Evidence for arsenic essentiality.

Although numerous studies with rats, hamsters, minipigs, goats and chicks have indicated that arsenic is an essential nutrient, the physiological role of arsenic is open to conjecture. Recent studies have suggested that arsenic has a physiological role that affects the formation of various metabolites of methionine metabolism including taurine and the polyamines. The concentration of plasma taurine is decreased in arsenic-deprived rats and hamsters.
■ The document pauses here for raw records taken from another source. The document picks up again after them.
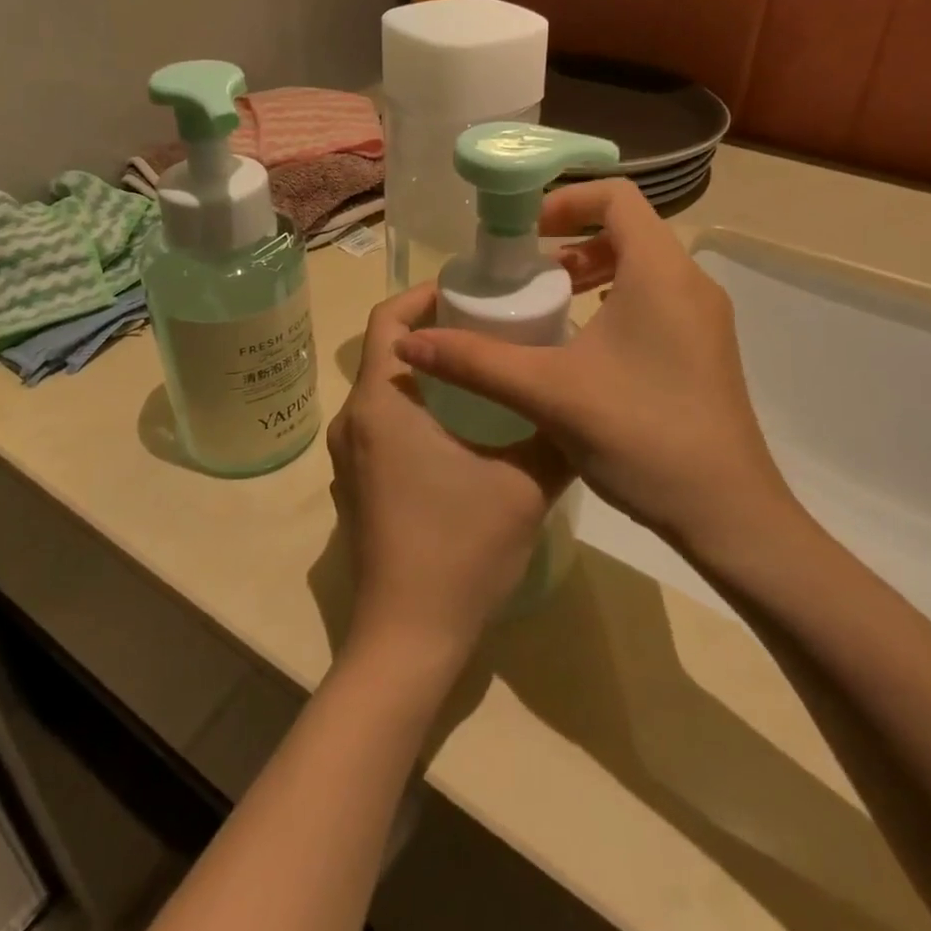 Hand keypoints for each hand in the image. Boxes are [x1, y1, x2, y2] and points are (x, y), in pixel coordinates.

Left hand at [328, 284, 571, 670]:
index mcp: (381, 404)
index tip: (467, 292)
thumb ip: (555, 434)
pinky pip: (381, 425)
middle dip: (432, 332)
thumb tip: (581, 402)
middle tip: (487, 326)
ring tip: (481, 372)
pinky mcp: (356, 486)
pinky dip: (415, 409)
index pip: (386, 320)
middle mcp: (353, 421)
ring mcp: (349, 458)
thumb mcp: (524, 483)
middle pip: (386, 352)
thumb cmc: (460, 548)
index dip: (422, 296)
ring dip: (426, 373)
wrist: (410, 638)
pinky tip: (460, 429)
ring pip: (385, 391)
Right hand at [394, 180, 801, 556]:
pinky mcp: (707, 351)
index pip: (616, 196)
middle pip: (629, 230)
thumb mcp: (548, 393)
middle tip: (526, 272)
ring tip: (550, 303)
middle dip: (572, 240)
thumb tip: (408, 345)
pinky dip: (616, 301)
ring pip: (644, 267)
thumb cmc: (641, 435)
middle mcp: (691, 283)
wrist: (728, 514)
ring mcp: (705, 319)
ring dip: (594, 271)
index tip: (523, 235)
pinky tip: (583, 347)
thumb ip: (476, 362)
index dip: (565, 200)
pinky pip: (658, 300)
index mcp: (660, 272) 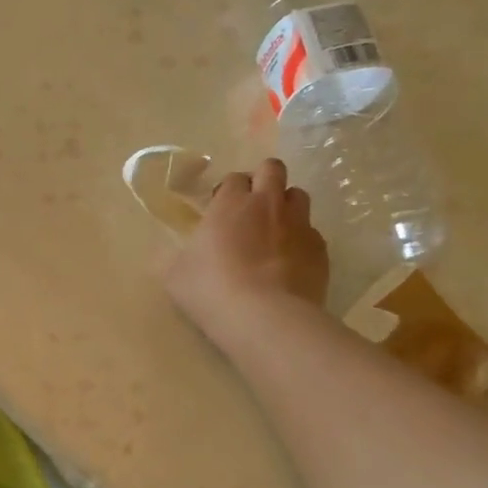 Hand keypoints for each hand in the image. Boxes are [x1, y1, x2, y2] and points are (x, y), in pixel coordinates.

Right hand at [165, 158, 328, 342]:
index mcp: (230, 204)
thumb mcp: (173, 275)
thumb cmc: (211, 290)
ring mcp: (299, 224)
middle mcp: (268, 204)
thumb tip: (166, 254)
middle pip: (272, 169)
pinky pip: (312, 233)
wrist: (265, 317)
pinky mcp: (320, 249)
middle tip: (251, 207)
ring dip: (285, 206)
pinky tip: (289, 263)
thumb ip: (171, 257)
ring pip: (298, 195)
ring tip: (273, 231)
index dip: (227, 191)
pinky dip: (300, 241)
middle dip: (263, 179)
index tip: (219, 210)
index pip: (233, 178)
The hepatic concentration of polyamines and the specific activity of an enzyme necessary for the synthesis of spermidine and spermine, S-adenosylmethionine decarboxylase, are also decreased in arsenic-deprived rats. Thus, evidence has been obtained which indicates that arsenic is of physiological importance, especially when methionine metabolism is stressed (e.g. pregnancy, lactation, methionine deficiency, vitamin B6 deprivation). Any possible nutritional requirement by humans can be estimated only by using data from animal studies. The arsenic requirement for growing chicks and rats has been suggested to be near 25 ng g(-1) diet. Thus, a possible human requirement is 12 µg day(-1). The reported arsenic content of diets from various parts of the world indicates that the average intake of arsenic is in the range of 12-40 µg. Fish, grain and cereal products contribute most arsenic to the diet.

Effects of arsenic deprivation in hamsters.

An experiment was conducted to ascertain the effects of arsenic deprivation in hamsters. Male weanling Golden Syrian hamsters were fed a casein-corn-based diet containing approximately 12 ng arsenic/g. Controls were fed 1 microgram arsenic/g of diet, as Na2HAsO4.7 H2O. After 6 weeks arsenic deprivation elevated heart weight/body weight ratio and the concentration of liver zinc and decreased the concentrations of the plasma amino acids alanine, glycine, phenylalanine and taurine. Although no biological role has been found for arsenic, the findings indicate that the hamster is a suitable animal for arsenic deprivation studies and support the hypothesis that arsenic may have a physiological role that influences methionine/methyl metabolism.